▶ Task item: Across the following data, state how many lines include the word "bridge". Provide the number alone.

Saved data entries:
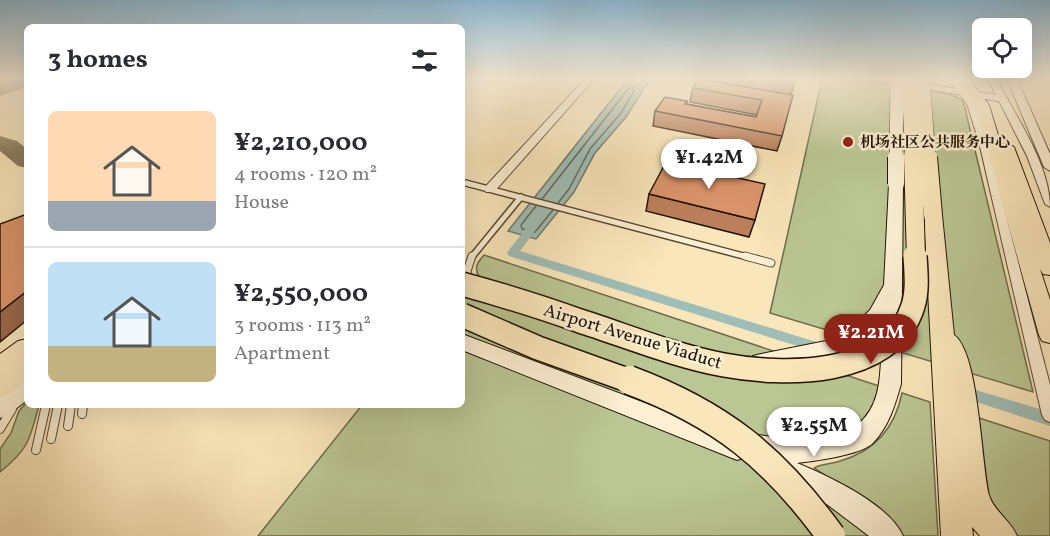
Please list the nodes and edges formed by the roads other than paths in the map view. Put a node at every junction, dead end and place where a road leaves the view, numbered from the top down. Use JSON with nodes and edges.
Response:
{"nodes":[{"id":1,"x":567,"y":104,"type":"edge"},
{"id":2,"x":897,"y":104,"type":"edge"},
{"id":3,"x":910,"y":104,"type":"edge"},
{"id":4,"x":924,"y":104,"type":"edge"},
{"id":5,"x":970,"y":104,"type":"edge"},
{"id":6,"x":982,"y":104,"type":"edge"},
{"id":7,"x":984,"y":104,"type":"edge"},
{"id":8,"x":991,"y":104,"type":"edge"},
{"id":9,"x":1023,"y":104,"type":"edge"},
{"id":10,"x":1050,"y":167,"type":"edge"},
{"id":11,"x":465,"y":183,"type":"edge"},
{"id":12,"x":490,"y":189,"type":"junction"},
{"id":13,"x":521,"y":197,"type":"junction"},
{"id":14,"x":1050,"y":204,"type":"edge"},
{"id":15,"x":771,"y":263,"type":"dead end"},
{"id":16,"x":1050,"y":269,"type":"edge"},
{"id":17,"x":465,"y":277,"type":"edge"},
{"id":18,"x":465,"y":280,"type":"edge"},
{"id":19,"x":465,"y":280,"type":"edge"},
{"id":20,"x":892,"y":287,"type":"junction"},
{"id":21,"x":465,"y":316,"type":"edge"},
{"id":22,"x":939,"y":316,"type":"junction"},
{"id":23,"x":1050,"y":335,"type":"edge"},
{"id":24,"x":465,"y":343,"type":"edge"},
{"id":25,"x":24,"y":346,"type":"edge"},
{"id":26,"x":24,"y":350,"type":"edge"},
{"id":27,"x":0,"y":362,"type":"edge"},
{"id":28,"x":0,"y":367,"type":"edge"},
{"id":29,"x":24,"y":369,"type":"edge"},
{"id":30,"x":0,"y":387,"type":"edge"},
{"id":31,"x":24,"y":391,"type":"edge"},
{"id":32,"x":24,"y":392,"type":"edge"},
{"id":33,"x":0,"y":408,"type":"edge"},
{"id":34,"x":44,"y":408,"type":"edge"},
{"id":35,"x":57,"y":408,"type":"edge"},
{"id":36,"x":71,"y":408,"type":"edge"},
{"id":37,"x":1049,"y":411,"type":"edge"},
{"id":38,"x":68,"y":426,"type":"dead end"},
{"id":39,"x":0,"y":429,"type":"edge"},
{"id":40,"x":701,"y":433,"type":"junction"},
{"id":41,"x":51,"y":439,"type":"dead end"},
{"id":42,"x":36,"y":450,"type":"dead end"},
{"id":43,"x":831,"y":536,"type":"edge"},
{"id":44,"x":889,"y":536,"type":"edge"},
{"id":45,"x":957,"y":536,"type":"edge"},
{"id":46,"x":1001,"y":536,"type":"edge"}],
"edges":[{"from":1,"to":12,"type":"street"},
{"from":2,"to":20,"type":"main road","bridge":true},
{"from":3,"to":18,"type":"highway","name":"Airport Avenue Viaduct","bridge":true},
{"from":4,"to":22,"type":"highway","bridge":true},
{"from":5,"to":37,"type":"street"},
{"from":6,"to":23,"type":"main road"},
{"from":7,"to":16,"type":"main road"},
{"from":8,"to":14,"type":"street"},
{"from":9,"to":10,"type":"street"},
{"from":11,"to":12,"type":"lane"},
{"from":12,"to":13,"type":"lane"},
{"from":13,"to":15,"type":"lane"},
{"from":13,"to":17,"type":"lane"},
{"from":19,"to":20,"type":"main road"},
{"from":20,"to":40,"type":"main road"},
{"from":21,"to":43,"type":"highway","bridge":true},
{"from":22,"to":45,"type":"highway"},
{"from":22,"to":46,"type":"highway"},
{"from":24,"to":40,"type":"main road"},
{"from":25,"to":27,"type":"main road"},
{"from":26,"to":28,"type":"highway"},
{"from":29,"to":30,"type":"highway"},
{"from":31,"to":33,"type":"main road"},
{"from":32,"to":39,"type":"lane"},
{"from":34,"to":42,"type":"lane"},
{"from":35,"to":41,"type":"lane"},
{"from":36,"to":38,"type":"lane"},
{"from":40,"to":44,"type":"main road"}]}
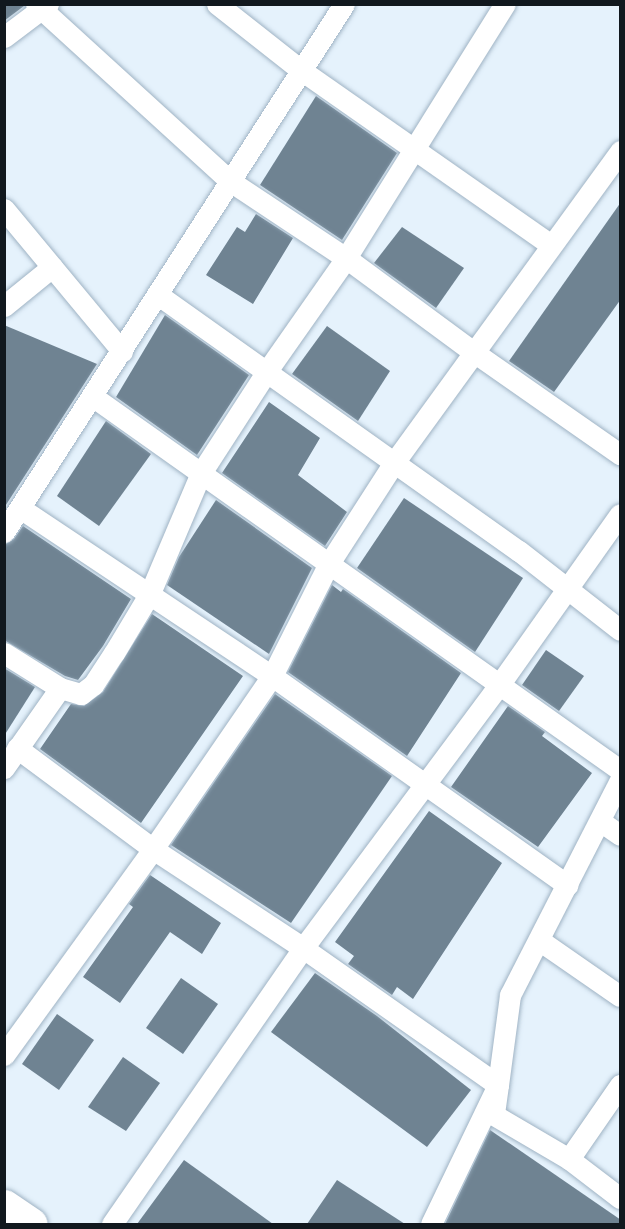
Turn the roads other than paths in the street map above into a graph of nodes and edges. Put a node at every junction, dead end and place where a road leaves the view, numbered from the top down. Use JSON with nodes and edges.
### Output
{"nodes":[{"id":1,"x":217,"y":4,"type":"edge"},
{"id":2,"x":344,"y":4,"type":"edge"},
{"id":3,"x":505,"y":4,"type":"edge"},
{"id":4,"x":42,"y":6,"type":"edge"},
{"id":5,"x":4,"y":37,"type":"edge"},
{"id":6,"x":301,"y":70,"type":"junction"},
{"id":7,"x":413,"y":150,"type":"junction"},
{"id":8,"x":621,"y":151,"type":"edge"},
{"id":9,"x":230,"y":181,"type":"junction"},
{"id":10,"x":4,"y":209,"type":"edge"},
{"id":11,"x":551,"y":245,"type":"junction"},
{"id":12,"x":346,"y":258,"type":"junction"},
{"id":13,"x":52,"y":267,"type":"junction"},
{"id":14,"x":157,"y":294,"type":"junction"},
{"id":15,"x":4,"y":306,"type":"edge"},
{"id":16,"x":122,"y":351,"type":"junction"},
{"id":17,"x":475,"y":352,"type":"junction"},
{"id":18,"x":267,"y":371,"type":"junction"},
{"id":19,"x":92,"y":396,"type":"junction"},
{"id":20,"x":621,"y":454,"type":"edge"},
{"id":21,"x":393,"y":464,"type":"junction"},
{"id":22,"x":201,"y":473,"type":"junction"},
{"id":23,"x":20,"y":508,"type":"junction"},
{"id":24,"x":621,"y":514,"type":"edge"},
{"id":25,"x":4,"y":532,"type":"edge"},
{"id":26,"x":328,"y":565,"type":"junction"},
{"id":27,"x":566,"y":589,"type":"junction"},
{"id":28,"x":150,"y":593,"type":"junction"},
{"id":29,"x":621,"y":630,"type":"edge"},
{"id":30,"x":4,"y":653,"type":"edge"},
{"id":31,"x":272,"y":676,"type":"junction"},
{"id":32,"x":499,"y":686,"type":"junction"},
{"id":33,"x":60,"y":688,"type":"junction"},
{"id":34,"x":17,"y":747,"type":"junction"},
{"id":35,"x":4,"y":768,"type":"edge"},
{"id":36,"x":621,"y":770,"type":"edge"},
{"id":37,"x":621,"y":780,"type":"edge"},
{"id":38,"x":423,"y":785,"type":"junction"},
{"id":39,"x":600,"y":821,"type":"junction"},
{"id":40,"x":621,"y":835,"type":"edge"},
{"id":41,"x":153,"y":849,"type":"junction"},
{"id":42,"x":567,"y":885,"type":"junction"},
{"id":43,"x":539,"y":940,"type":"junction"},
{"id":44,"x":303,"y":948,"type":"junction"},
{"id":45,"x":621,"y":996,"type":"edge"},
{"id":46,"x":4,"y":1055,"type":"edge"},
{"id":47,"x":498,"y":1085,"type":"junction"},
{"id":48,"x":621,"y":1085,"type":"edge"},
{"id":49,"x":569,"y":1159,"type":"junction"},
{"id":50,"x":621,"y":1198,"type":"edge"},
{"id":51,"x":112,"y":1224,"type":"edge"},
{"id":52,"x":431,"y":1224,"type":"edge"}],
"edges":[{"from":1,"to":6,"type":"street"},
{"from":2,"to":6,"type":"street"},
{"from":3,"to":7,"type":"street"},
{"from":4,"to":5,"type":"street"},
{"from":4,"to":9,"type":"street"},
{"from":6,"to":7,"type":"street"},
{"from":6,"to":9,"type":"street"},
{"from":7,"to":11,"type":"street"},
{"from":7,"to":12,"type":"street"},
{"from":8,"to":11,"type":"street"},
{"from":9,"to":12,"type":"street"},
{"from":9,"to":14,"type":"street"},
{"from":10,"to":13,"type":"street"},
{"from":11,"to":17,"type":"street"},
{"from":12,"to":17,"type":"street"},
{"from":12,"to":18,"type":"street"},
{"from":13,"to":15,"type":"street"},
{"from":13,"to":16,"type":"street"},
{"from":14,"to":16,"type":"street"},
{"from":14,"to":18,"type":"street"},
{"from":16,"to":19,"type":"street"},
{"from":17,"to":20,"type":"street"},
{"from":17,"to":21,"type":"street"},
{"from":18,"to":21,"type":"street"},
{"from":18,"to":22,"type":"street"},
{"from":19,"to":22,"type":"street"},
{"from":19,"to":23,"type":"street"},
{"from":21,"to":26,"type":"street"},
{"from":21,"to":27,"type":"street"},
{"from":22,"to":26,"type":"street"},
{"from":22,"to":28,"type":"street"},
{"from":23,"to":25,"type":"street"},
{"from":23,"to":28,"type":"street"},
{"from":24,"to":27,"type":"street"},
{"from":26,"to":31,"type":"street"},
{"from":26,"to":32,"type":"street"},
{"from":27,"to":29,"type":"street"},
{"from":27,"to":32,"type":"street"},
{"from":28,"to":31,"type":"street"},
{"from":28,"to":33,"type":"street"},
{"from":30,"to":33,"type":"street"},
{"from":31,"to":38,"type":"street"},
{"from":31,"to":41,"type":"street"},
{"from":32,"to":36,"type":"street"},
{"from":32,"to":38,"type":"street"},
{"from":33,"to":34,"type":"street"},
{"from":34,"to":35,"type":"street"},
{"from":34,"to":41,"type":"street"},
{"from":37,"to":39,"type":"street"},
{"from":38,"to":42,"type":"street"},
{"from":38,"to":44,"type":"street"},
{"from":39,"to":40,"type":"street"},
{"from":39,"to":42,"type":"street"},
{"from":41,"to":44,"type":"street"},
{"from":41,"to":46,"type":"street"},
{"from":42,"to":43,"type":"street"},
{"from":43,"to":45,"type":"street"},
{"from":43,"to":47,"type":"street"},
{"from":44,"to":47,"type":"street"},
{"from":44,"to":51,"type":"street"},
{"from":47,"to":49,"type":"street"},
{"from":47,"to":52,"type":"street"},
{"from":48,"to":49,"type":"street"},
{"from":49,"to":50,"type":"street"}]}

▶ Answer below: 4